Hay en la escena caballos estilizados, carruajes, transeúntes en sus labores. En la esquina de Ocampo y Zaragoza, tal vez un viejo cañón o una pilona. Es una pintura que no busca la perfección técnica, sino atrapar el alma de un momento. Como una fotografía pintada con el corazón.

Vida y legado

A partir de 1887, Trousset se instaló en Ciudad Juárez. Vivió cerca de la antigua plaza de toros, en una casa que hoy se ubicaría sobre la calle Francisco Villa. Allí siguió pintando hasta que, el 29 de diciembre de 1917, su corazón —que había latido al ritmo de dos países— se detuvo. Pero su obra quedó.

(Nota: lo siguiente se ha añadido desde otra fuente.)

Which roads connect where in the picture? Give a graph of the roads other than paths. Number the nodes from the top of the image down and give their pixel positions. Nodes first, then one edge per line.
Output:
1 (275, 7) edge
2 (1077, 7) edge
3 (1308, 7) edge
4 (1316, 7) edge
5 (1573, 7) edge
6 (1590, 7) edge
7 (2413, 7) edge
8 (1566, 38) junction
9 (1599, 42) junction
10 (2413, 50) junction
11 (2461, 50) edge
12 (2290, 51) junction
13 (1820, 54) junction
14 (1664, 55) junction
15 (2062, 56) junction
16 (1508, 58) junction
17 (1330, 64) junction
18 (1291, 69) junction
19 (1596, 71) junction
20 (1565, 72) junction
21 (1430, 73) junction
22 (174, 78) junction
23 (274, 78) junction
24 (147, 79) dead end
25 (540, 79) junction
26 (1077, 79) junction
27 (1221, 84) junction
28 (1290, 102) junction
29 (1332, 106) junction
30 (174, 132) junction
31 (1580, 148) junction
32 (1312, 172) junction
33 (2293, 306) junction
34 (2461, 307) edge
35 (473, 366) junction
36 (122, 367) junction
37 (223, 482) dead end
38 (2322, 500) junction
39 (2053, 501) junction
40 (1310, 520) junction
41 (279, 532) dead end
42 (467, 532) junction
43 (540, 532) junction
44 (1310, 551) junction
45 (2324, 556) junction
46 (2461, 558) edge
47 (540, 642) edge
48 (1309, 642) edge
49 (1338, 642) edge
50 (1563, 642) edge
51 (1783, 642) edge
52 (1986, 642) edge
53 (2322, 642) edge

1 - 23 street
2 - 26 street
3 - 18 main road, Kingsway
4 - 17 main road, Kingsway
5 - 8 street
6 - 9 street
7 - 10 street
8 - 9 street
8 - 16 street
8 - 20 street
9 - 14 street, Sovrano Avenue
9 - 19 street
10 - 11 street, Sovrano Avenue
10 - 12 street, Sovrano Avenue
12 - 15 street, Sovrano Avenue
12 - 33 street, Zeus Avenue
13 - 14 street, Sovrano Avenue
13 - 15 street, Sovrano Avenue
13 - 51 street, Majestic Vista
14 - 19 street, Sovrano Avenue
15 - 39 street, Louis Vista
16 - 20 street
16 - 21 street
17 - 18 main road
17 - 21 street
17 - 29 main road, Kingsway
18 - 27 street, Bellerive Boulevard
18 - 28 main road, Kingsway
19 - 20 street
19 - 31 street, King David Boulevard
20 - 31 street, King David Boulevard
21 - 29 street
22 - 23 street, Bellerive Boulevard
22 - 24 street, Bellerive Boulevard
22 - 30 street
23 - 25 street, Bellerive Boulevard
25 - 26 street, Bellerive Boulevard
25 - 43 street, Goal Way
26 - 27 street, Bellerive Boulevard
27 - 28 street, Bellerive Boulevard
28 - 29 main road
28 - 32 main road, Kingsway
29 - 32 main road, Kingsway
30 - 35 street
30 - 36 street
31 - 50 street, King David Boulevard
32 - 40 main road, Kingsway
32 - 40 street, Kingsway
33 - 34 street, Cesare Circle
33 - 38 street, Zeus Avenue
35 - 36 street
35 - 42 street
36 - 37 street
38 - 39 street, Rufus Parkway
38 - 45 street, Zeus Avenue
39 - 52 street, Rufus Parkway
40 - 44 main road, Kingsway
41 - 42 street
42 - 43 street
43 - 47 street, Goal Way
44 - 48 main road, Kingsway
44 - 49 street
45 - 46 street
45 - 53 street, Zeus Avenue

Trousset no fue un artista de fama rimbombante. Fue más bien un testigo de su tiempo. Sus cuadros, repartidos en museos de Estados Unidos y México, son ventanas al pasado. En ellos se conserva la arquitectura, el ambiente, las costumbres y hasta los silencios de una época que se fue. Su legado es el de quien supo ver en lo cotidiano algo digno de ser eternizado.

Una voz desde el archivo

El antropólogo Roy B. Brown, uno de sus principales estudiosos, escribió en 2006 que Trousset ganaba entre 40 y 50 dólares por cuadro, un sueldo similar al de un policía en Las Cruces. Lo definió como un artista de técnica limitada pero intuición poderosa, con una mezcla de ingenuidad y romanticismo que, pese a todo, sabía capturar la esencia.

¿Y si hay más?

¿Pintó más escenas de Saltillo? Nadie lo sabe. Pero la posibilidad es tan tentadora como una promesa en el aire. Quizá otro cuadro duerma en algún desván, esperando ser redescubierto. Quizá su pincel haya dejado otras huellas en lienzos anónimos. La búsqueda apenas comienza.

Invito a los lectores a cerrar los ojos frente a su obra. Que dejen que el oído y el olfato viajen antes que la mirada. ¿A qué huele esa plaza? ¿Qué se escucha en ese cielo de 1880?